Saturday’s attack in the Southeastern city of Gaziantep is the deadliest in Turkey this year. It was carried out by a suicide bomber aged between 12 a14.
A senior security official said that the device used was the same type as those employed in the July 2015 suicide attack in the border town of Suruc.
He added that it was also similar to the Oct. 2015 suicide bombing of a rally of pro-Kurdish activists in Ankara.
“Both of those attacks were blamed on Islamic State; the group has targeted Kurdish gatherings in an apparent effort to further inflame ethnic tensions already strained by a long Kurdish insurgency.
“The Ankara bombing was the deadliest of its kind in Turkey, killing more than 100 people.
“Daesh should be completely cleansed from our borders and we are ready to do what it takes for that,” Foreign Minister Mevlut Cavusoglu said.

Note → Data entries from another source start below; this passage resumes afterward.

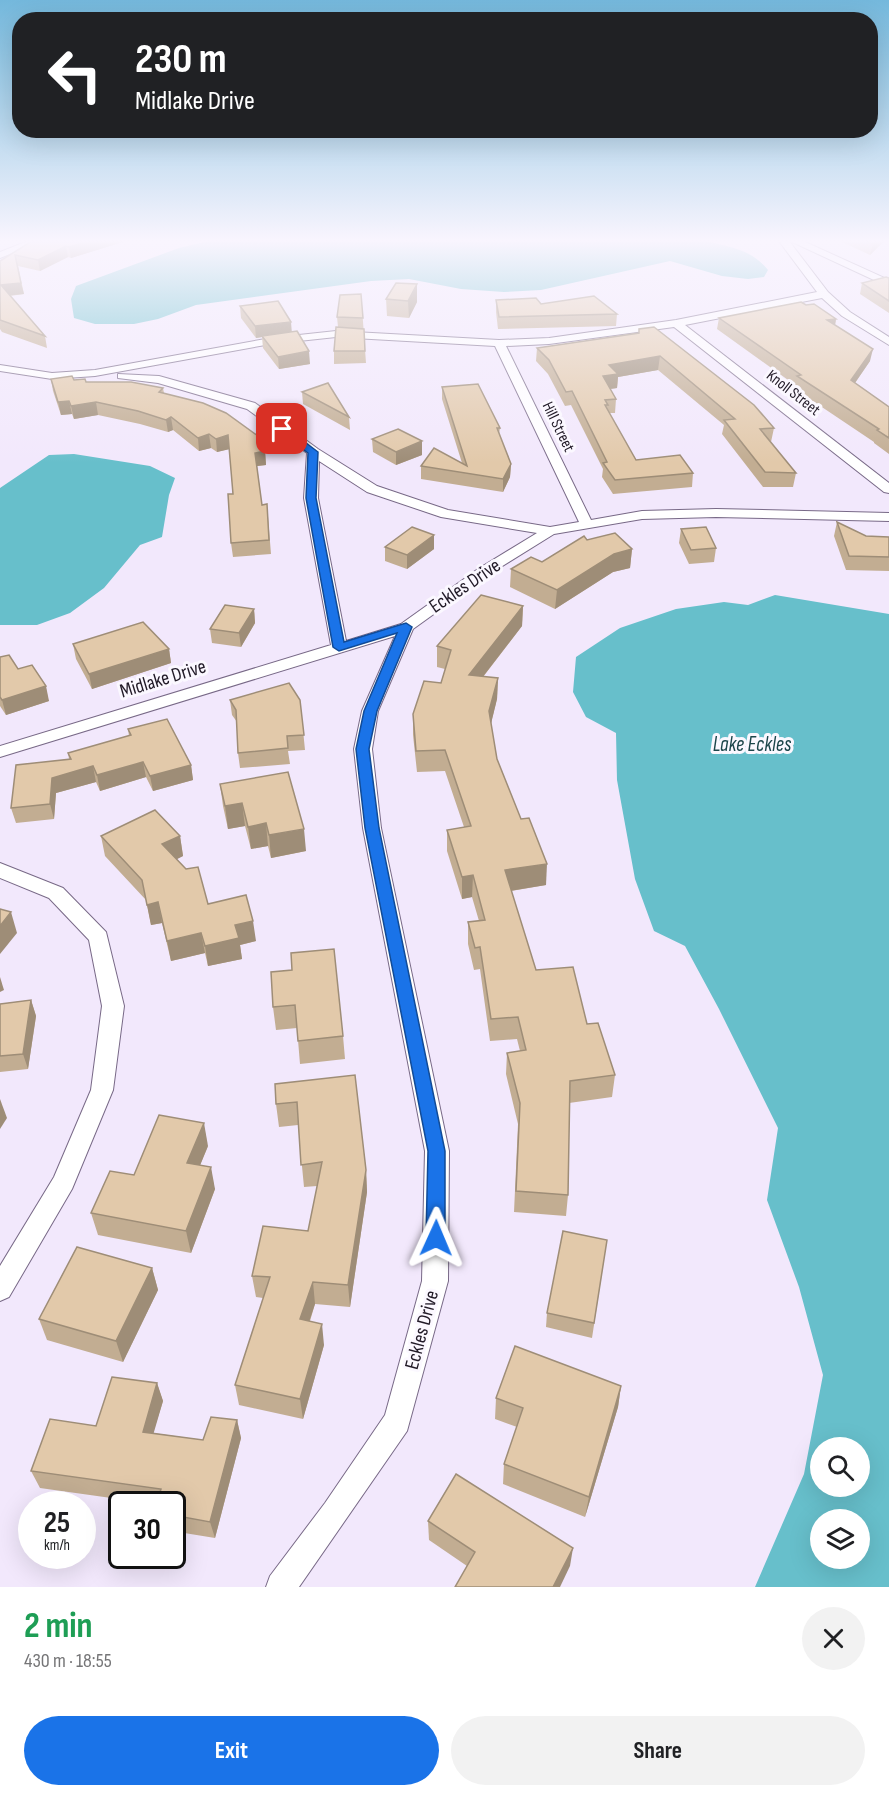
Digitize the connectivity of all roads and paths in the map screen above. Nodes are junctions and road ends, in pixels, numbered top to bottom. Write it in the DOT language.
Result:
graph roads {
  1 [pos="717,315"];
  2 [pos="848,315"];
  3 [pos="676,323"];
  4 [pos="889,342"];
  5 [pos="499,343"];
  6 [pos="0,368"];
  7 [pos="95,373"];
  8 [pos="313,452"];
  9 [pos="889,489"];
  10 [pos="889,517"];
  11 [pos="587,525"];
  12 [pos="550,531"];
  13 [pos="406,627"];
  14 [pos="339,647"];
  15 [pos="0,752"];
  16 [pos="0,870"];
  17 [pos="0,1289"];
  18 [pos="281,1587"];
  1 -- 3 [label="street"];
  2 -- 4 [label="street"];
  3 -- 5 [label="street"];
  3 -- 9 [label="street, Knoll Street"];
  5 -- 7 [label="street"];
  5 -- 11 [label="street, Hill Street"];
  6 -- 7 [label="street"];
  7 -- 8 [label="street"];
  8 -- 12 [label="street"];
  8 -- 14 [label="street"];
  10 -- 11 [label="street, Eckles Drive"];
  11 -- 12 [label="street, Eckles Drive"];
  12 -- 13 [label="street, Eckles Drive"];
  13 -- 14 [label="street, Midlake Drive"];
  13 -- 18 [label="street, Eckles Drive"];
  14 -- 15 [label="street, Midlake Drive"];
  16 -- 17 [label="street"];
}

A senior rebel official said that Turkish-backed Syrian rebels were preparing to launch attack to seize the Syrian town of Jarablus from Islamic State on the border with Turkey.
He said that the move would deny control to advancing Syrian Kurdish fighters.
The rebels, groups fighting under the banner of the Free Syrian Army, were expected to assault Jarablus from inside Turkey in the next few days.
Cavusoglu said that Turkey, a member of NATO and the U.S.-led coalition against Islamic State, had become the number one target for the militants.
The Islamic State is not the only threat lurking across Turkish frontier.
The government is also concerned that attempts by Syrian Kurds to extend their control along the common border could add momentum to insurgency by Kurds on its own territory. (Reuters/NAN)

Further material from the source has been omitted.